48 2. There shall be subtracted from such taxable income any
49 amount to the extent included therein the following:
50 a. Dividends treated as received from sources without the
51 United States, as determined under s. 862 of the Internal
52 Revenue Code.
53 b. All amounts included in taxable income under s. 78, s.
54 951, or s. 951A of the Internal Revenue Code.
55
56 However, any amount subtracted under this subparagraph is
57 allowed only to the extent such amount is not deductible in
58 determining federal taxable income. As to any amount subtracted
59 under this subparagraph, there shall be added to such taxable
60 income all expenses deducted on the taxpayer’s return for the
61 taxable year which are attributable, directly or indirectly, to
62 such subtracted amount. Further, no amount shall be subtracted
63 with respect to dividends paid or deemed paid by a Domestic
64 International Sales Corporation.
65 3. In computing “adjusted federal income” for taxable years
66 beginning after December 31, 1976, there shall be allowed as a
67 deduction the amount of wages and salaries paid or incurred
68 within this state for the taxable year for which no deduction is
69 allowed pursuant to s. 280C(a) of the Internal Revenue Code
70 (relating to credit for employment of certain new employees).
71 4. There shall be subtracted from such taxable income any
72 amount of nonbusiness income included therein.
73 5. There shall be subtracted any amount of taxes of foreign
74 countries allowable as credits for taxable years beginning on or
75 after September 1, 1985, under s. 901 of the Internal Revenue
76 Code to any corporation which derived less than 20 percent of
77 its gross income or loss for its taxable year ended in 1984 from
78 sources within the United States, as described in s.
79 861(a)(2)(A) of the Internal Revenue Code, not including credits
80 allowed under ss. 902 and 960 of the Internal Revenue Code,
81 withholding taxes on dividends within the meaning of sub
82 subparagraph 2.a., and withholding taxes on royalties, interest,
83 technical service fees, and capital gains.
84 6. Notwithstanding any other provision of this code, except
85 with respect to amounts subtracted pursuant to subparagraphs 1.

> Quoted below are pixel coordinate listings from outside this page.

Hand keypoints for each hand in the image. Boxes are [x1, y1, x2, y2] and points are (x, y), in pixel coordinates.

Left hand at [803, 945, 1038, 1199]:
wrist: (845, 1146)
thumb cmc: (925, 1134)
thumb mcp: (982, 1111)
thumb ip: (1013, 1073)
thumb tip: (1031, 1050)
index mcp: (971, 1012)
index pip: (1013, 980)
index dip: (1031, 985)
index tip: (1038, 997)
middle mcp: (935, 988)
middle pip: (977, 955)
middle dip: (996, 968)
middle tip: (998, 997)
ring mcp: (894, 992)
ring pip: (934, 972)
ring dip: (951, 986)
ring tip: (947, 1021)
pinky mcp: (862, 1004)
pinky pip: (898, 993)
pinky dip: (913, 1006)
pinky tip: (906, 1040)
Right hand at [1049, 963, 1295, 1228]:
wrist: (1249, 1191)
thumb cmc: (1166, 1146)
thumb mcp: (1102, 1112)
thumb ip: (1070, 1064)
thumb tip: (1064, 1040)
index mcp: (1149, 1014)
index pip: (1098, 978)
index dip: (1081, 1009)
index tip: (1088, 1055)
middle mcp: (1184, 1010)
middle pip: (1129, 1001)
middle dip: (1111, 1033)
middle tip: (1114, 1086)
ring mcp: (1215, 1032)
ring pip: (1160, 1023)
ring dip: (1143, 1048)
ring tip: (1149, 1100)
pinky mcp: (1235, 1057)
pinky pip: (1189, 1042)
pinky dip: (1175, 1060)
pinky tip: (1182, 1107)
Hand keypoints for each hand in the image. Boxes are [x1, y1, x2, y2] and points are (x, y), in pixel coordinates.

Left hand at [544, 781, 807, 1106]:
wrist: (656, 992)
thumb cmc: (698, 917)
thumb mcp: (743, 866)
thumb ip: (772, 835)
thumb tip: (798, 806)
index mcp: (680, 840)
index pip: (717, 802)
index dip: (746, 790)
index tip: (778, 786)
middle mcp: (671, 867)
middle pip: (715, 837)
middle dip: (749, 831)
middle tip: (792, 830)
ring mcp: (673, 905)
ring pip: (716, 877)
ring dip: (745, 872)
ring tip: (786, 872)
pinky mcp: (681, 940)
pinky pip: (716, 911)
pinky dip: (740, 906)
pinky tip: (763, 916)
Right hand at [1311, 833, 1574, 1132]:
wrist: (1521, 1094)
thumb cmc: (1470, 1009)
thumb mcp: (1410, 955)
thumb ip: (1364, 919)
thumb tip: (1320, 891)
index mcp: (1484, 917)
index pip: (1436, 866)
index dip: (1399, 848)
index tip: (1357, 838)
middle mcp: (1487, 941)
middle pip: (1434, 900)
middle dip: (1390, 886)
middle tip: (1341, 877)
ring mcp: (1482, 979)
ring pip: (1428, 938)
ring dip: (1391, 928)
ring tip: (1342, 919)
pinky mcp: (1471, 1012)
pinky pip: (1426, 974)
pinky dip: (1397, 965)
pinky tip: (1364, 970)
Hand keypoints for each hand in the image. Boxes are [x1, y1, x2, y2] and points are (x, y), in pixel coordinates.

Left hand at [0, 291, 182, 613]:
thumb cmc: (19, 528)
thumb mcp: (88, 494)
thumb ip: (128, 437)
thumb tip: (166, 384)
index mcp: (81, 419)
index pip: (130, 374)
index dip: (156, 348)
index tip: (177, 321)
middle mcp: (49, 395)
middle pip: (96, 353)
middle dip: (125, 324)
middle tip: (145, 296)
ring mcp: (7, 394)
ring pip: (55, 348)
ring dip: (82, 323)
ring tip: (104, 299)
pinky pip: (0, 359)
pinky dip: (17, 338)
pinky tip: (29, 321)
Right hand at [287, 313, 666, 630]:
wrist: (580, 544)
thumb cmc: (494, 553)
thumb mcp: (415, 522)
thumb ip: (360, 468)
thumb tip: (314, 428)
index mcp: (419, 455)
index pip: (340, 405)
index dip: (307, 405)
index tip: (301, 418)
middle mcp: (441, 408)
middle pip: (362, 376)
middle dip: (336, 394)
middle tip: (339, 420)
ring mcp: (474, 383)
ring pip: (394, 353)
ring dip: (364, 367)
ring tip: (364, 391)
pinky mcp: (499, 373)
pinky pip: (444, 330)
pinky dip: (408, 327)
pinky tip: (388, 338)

86 and 3., any increment of any apportionment factor which is
87 directly related to an increment of gross receipts or income
88 which is deducted, subtracted, or otherwise excluded in
89 determining adjusted federal income shall be excluded from both
90 the numerator and denominator of such apportionment factor.
91 Further, all valuations made for apportionment factor purposes
92 shall be made on a basis consistent with the taxpayer’s method
93 of accounting for federal income tax purposes.
94 Section 2. This act shall take effect July 1, 2023.